As climate changes, plants in North America, much of Eurasia, and parts of central and South America will consume more water than they do now, leading to less water for people, according to a new study in the journal Nature Geoscience. The research suggests a drier future despite anticipated increases in precipitation in populous parts of the United States and Europe that already face water stresses.
The study challenges many climate scientists’ expectations that plants will make much of the world wetter in the future. Scientists have long postulated that as carbon dioxide concentrations increase in the atmosphere, plants will reduce their water consumption, leaving more freshwater available in soils and streams. This is because as more carbon dioxide accumulates in the air, plants can perform the same amount of photosynthesis while partly closing the pores (stomata) on their leaves. Because plants give off moisture through their stomata, this would reduce their water loss to the atmosphere, keeping more water on land in the form of soil moisture, streams, and water bodies.
But the new findings suggest that this story is limited to the tropics and the extremely high latitudes, where freshwater availability is already high, and competing demands on it are low. For much of the mid-latitudes, the study finds, projected plant responses to climate change will actually dry out the land.
About 60 percent of the global water flux from the land to the atmosphere goes through plants. “Plants are like the atmosphere’s straw,” said lead author Justin Mankin, an assistant professor of geography at Dartmouth College and adjunct research scientist at Columbia University’s Lamont-Doherty Earth Observatory. “The question we’re asking here is, how do the combined effects of carbon dioxide and warming change the size of that straw?”
Using climate models, the study examines how freshwater availability may be affected by projected changes in the way precipitation is divided among plants, rivers, and soils. For the study, the research team used a novel accounting of this partitioning, developed earlier by Mankin and colleagues at Lamont-Doherty to calculate the future effects of a warmer, carbon dioxide-enriched climate.
The new study suggests how the interaction of three key impacts of climate change on plants will reduce regional freshwater availability. First, as carbon dioxide increases in the atmosphere, plants require less water to photosynthesize; this increases moisture on land. Yet as the planet warms, growing seasons will become longer and warmer; plants thus will have more time to grow and consume water, drying the land.
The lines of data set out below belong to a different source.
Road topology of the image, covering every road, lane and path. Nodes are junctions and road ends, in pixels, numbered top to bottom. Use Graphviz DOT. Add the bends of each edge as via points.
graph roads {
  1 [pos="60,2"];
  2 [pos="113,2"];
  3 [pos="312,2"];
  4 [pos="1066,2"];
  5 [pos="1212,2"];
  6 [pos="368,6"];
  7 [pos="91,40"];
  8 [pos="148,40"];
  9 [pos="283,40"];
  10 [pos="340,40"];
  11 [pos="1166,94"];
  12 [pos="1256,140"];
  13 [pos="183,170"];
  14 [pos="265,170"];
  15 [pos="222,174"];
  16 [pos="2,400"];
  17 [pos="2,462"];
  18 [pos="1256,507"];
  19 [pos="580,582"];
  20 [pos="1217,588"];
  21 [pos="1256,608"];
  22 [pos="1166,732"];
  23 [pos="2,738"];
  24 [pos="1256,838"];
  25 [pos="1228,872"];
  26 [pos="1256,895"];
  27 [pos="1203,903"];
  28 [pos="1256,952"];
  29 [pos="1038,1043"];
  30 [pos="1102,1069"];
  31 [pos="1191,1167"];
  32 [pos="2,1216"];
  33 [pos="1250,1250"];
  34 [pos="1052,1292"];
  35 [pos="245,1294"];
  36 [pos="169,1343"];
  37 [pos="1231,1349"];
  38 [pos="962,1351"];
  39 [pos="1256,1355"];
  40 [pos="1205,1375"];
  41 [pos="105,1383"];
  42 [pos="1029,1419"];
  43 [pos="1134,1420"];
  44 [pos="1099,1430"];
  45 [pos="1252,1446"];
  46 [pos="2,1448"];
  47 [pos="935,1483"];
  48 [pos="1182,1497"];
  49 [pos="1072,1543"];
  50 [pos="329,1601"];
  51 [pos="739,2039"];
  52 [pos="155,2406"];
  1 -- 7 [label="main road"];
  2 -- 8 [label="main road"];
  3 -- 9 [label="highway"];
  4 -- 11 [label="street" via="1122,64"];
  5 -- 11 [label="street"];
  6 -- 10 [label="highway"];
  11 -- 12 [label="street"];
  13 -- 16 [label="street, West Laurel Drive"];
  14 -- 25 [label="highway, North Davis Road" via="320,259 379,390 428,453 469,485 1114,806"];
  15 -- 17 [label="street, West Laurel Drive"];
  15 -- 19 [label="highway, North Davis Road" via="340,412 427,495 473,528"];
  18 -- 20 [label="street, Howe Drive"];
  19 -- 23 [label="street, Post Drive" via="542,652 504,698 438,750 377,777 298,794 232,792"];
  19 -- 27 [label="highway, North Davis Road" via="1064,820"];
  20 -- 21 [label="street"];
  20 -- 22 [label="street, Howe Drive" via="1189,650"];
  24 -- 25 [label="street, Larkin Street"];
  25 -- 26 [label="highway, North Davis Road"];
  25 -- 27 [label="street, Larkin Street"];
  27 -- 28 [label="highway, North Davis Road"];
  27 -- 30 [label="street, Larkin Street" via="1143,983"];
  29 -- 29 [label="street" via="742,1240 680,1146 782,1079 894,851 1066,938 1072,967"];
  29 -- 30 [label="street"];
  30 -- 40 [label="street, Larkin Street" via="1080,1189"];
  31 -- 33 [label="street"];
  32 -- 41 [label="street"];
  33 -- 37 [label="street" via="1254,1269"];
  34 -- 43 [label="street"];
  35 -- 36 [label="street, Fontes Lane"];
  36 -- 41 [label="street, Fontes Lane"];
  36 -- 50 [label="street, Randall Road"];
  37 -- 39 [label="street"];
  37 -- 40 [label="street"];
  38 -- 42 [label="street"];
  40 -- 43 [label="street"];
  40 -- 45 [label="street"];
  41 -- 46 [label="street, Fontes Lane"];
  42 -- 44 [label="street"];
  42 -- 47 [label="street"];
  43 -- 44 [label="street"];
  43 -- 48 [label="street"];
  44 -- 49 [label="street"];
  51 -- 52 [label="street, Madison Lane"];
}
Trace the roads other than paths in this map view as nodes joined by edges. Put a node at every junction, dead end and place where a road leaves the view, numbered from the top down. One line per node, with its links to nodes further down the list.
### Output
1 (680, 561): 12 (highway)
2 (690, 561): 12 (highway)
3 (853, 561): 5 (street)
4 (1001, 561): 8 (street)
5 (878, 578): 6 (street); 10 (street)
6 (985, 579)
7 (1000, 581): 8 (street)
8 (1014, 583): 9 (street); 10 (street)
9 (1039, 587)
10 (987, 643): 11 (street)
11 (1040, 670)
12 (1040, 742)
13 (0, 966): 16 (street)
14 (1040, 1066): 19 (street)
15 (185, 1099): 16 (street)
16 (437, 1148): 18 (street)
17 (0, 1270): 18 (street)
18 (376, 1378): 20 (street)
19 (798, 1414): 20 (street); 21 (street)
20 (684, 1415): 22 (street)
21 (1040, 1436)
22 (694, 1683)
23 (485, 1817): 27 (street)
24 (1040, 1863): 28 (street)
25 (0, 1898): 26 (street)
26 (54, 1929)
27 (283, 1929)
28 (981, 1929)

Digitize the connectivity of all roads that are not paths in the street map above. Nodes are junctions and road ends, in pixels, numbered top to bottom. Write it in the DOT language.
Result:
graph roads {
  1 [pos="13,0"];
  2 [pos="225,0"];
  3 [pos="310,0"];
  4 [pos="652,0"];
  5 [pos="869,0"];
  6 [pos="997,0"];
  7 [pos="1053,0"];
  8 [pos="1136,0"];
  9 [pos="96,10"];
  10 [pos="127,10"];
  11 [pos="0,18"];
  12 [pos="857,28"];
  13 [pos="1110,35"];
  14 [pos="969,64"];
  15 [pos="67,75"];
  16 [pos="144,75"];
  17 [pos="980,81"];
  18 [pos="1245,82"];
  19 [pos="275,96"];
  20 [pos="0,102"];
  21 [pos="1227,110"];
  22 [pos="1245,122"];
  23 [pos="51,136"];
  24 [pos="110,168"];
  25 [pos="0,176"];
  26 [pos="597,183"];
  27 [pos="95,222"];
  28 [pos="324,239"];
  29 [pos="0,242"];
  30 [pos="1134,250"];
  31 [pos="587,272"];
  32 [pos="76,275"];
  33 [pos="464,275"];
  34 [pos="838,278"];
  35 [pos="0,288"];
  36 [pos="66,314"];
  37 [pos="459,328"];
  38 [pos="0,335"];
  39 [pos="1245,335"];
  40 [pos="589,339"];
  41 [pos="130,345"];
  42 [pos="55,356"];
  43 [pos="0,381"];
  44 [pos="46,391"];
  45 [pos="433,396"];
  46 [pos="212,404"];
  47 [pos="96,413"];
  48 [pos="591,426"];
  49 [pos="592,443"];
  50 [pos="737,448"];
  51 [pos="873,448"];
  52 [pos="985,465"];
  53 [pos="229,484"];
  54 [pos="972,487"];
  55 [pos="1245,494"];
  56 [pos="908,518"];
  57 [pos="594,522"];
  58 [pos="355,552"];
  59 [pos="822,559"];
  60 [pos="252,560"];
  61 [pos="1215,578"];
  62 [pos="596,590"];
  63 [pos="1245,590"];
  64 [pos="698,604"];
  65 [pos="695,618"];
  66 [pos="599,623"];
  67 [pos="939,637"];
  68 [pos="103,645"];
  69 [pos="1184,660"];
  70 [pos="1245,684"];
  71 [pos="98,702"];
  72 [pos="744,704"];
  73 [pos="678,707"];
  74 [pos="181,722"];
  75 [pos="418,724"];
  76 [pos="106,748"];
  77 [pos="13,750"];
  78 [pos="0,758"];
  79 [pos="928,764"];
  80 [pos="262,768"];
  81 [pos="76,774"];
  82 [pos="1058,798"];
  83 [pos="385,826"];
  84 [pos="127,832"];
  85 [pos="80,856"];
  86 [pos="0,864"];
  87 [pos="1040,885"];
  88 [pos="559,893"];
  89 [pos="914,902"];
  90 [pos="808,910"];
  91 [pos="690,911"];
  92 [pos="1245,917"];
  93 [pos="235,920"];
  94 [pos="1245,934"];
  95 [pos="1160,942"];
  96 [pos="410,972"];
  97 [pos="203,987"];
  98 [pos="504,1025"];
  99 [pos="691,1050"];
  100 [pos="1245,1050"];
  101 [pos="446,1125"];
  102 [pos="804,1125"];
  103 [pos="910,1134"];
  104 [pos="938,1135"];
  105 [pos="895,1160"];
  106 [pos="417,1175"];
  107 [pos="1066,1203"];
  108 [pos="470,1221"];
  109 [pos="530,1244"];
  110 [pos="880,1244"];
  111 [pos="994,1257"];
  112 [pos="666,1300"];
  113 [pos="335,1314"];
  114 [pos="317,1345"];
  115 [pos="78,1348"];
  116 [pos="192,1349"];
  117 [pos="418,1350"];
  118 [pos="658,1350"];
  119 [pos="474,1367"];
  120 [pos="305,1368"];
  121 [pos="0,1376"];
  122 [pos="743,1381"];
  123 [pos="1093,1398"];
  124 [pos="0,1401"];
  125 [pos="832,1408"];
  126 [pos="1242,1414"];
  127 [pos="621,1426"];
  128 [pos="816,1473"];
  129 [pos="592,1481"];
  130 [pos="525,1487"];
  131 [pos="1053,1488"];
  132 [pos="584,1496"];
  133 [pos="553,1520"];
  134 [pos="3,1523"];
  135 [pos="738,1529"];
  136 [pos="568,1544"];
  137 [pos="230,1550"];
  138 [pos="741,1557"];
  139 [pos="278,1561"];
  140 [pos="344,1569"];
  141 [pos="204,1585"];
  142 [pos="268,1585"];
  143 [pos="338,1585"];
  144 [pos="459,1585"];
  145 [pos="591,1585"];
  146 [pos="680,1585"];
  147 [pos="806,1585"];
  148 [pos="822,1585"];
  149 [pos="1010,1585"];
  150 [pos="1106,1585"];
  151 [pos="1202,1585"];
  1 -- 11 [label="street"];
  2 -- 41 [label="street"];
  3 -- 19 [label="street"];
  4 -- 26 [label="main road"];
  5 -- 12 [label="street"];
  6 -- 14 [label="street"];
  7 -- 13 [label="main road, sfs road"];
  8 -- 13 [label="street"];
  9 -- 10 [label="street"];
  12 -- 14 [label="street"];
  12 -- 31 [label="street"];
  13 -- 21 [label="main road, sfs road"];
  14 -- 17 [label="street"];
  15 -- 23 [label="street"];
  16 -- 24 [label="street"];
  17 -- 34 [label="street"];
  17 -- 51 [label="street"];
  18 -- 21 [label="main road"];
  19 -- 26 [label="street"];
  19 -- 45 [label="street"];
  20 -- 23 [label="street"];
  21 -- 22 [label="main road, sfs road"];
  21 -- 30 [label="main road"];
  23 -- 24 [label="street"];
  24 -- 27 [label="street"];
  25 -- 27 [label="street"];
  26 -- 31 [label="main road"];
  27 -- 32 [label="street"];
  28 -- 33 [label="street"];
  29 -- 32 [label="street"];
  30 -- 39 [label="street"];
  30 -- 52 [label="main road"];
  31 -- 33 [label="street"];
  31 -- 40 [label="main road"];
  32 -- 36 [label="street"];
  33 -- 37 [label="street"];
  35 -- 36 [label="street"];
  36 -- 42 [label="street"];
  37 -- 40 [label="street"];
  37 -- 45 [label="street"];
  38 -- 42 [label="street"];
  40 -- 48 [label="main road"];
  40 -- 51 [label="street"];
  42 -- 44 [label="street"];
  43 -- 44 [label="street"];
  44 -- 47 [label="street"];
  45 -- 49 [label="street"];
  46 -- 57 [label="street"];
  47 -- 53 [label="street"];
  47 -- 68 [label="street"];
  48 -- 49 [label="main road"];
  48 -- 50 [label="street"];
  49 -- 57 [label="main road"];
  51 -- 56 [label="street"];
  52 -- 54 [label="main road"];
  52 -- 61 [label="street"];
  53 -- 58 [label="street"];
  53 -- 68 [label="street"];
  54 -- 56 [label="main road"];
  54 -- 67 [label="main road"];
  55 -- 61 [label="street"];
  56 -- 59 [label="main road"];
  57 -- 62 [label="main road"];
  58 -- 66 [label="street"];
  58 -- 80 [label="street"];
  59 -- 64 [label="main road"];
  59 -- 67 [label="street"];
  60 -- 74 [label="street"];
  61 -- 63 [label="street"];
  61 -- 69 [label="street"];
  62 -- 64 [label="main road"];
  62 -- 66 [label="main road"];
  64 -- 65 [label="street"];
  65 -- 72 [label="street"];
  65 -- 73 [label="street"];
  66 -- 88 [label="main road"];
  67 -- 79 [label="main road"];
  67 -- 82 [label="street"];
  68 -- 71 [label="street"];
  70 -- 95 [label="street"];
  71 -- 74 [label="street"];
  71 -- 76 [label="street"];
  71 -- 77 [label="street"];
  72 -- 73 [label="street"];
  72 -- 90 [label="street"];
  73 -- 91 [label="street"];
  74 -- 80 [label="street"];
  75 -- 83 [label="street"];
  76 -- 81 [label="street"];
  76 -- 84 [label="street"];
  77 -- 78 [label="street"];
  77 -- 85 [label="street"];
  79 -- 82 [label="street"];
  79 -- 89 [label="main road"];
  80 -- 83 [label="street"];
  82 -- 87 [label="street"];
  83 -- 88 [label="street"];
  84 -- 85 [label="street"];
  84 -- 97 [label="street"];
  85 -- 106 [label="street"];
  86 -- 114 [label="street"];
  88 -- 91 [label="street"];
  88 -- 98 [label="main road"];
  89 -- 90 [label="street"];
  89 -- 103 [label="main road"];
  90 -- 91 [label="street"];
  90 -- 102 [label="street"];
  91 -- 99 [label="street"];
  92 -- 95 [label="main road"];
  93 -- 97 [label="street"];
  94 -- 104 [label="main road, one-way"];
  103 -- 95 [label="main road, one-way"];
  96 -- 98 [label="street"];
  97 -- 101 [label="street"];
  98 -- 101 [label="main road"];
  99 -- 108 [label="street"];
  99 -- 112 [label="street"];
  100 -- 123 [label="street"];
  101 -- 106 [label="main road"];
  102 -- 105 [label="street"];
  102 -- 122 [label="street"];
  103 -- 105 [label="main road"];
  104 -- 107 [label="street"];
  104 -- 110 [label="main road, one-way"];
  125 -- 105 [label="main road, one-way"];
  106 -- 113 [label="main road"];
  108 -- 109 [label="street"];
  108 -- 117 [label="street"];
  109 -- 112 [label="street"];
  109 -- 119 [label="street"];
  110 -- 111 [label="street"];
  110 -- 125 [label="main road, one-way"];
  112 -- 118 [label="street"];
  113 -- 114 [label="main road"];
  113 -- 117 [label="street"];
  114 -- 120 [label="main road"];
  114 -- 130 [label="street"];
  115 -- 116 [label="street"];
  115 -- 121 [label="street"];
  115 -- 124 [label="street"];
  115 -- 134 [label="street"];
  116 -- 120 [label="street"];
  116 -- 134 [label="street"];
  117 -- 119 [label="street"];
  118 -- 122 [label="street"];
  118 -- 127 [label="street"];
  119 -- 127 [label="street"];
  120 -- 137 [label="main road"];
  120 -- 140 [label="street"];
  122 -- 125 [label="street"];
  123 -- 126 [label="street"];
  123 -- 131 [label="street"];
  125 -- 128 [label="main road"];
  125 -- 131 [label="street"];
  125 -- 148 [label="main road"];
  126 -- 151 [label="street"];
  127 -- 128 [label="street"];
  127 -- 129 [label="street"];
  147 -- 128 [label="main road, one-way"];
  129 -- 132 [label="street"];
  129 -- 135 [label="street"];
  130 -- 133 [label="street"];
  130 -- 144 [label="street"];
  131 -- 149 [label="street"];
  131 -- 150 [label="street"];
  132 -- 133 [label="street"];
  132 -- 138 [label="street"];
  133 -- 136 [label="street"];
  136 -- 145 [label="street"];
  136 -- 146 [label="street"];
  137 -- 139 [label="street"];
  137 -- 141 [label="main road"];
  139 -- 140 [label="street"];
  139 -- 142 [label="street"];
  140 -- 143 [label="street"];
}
Finally, as atmospheric carbon dioxide increases, plants are likely to grow more because photosynthesis will become more efficient. For some regions, the latter two impacts — extended growing seasons and amplified photosynthesis —will outpace the closing of stomata. This means that more vegetation will consume more water for a longer amount of time, with the net result of drier land.
As a result, for much of the mid-latitudes, plants will leave less water in soils and streams, even if there is additional rainfall, and vegetation is more efficient with its water usage. The result underscores the importance of improving how climate models represent specific ecosystems and their response to climate change, said Mankin.
The world relies on freshwater for human consumption, agriculture, hydropower, and industry. Yet for many places, there is a fundamental disconnect between when precipitation falls and when people need water. This is the case with California, which gets more than half of its precipitation in the winter, but where demand peaks in the summer. “Throughout the world, we engineer solutions to move water from point A to point B to overcome this disconnect,” said Mankin. “Allocating water is politically contentious, capital-intensive, and requires really long-term planning, all of which affects some of the most vulnerable populations. Our research shows that we can’t expect plants to be a panacea for future water availability.”
The study was co-authored by Lamont-Doherty scientists Richard Seager, Jason Smerdon, Park Williams, and Benjamin Cook. Cook is also affiliated with the NASA Goddard Institute for Space Studies.
Adapted from a press release by Dartmouth College.